--- ENTRIES SUPPLIED Enclosed Below ---
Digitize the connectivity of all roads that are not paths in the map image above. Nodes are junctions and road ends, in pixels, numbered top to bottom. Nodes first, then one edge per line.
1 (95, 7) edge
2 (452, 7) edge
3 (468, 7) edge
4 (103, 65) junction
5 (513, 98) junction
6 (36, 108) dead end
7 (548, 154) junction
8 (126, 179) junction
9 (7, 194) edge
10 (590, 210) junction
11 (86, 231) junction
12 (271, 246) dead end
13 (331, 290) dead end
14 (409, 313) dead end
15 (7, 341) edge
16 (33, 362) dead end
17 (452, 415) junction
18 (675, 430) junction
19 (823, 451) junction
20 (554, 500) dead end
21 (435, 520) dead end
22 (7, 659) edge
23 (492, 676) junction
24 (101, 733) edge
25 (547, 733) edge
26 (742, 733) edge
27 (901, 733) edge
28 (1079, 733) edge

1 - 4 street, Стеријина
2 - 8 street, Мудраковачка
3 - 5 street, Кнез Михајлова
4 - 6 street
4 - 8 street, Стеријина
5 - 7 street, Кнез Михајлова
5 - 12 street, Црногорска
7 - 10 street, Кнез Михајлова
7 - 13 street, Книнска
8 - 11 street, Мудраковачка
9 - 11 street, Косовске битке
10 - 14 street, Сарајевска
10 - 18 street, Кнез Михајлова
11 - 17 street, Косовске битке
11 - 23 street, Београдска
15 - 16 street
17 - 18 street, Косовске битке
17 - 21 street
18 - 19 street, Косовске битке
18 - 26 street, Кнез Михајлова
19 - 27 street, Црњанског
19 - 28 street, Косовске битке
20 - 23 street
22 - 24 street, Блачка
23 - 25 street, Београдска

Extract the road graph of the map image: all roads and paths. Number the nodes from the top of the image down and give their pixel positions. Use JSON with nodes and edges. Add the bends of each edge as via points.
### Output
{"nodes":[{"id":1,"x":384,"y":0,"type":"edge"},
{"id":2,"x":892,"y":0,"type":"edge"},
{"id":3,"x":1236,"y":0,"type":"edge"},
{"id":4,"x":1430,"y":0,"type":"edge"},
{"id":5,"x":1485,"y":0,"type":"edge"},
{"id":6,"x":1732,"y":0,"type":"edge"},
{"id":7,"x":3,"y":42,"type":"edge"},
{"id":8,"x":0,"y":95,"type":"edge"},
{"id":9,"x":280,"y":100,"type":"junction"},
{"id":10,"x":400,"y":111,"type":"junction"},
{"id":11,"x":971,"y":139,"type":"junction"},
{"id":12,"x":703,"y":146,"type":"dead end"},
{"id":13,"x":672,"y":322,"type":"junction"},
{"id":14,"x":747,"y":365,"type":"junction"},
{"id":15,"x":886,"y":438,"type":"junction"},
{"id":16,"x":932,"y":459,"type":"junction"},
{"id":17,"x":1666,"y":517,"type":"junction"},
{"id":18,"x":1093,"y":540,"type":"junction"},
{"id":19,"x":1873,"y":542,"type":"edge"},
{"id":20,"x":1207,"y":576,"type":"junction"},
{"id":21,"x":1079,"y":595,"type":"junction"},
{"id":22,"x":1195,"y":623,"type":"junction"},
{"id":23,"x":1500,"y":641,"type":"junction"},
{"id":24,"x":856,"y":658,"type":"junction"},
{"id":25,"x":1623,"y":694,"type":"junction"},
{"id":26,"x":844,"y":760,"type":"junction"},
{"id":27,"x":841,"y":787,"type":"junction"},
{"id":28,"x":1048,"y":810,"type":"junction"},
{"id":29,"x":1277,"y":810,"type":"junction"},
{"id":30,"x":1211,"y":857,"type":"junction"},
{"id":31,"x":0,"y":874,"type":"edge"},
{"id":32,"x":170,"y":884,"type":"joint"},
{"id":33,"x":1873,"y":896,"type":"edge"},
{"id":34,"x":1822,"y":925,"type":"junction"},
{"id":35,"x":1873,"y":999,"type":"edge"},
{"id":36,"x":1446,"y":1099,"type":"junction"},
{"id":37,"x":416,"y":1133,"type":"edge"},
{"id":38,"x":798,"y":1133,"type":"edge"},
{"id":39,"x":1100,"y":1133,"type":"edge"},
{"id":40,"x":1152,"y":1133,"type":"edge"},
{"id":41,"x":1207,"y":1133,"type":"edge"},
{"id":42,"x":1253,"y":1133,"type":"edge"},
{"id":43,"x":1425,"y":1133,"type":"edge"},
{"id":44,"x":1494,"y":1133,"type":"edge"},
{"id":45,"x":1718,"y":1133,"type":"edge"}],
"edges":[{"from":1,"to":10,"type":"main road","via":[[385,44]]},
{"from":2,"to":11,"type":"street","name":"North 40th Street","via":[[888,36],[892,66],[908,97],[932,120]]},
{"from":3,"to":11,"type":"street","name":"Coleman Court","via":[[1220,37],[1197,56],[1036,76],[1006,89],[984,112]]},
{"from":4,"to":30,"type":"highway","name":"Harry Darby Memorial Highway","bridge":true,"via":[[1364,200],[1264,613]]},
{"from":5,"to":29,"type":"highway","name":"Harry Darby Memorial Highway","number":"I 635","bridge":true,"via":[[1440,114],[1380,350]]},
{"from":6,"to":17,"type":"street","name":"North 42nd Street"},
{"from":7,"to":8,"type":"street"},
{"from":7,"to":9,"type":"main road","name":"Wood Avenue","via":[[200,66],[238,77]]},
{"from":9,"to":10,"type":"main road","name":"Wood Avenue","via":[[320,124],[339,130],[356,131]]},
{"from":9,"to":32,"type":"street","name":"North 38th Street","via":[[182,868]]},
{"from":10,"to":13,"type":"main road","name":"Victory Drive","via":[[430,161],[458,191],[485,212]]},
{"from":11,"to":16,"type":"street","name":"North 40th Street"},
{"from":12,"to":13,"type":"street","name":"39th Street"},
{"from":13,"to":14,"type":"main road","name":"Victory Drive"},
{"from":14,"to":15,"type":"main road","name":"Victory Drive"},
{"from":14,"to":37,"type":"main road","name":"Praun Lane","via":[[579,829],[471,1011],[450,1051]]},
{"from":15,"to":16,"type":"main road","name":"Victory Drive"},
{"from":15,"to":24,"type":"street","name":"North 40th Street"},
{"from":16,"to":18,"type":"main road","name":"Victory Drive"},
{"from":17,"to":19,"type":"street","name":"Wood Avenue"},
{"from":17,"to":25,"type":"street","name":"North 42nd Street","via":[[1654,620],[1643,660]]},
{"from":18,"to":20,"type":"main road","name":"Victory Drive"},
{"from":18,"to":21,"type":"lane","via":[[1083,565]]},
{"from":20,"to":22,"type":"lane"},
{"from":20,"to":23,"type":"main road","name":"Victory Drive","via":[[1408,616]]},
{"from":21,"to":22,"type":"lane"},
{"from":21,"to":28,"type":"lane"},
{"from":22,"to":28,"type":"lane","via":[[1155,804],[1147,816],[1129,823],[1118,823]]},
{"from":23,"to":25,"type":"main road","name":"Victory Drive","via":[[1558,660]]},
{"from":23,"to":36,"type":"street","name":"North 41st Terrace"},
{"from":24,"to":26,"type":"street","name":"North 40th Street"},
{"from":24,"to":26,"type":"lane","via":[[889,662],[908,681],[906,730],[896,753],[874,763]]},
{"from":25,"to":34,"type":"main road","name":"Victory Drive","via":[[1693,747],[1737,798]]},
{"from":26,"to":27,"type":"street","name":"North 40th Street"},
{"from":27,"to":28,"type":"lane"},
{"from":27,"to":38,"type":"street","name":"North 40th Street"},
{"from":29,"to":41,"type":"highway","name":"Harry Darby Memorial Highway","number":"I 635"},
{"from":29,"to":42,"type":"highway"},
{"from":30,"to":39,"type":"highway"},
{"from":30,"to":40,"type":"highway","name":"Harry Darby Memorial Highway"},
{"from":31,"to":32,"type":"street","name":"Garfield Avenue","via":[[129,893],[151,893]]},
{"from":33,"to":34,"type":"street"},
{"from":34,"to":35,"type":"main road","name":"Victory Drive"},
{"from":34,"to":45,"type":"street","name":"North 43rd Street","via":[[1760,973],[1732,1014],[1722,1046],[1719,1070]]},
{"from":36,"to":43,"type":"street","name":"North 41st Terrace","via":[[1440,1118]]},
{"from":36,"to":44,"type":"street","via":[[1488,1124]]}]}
--- End of Enclosed ENTRIES SUPPLIED ---
__PROMPT__
The lines to show are those in the data above that include "dead".

__TASK ANSWER__
6 (36, 108) dead end
12 (271, 246) dead end
13 (331, 290) dead end
14 (409, 313) dead end
16 (33, 362) dead end
20 (554, 500) dead end
21 (435, 520) dead end
{"id":12,"x":703,"y":146,"type":"dead end"},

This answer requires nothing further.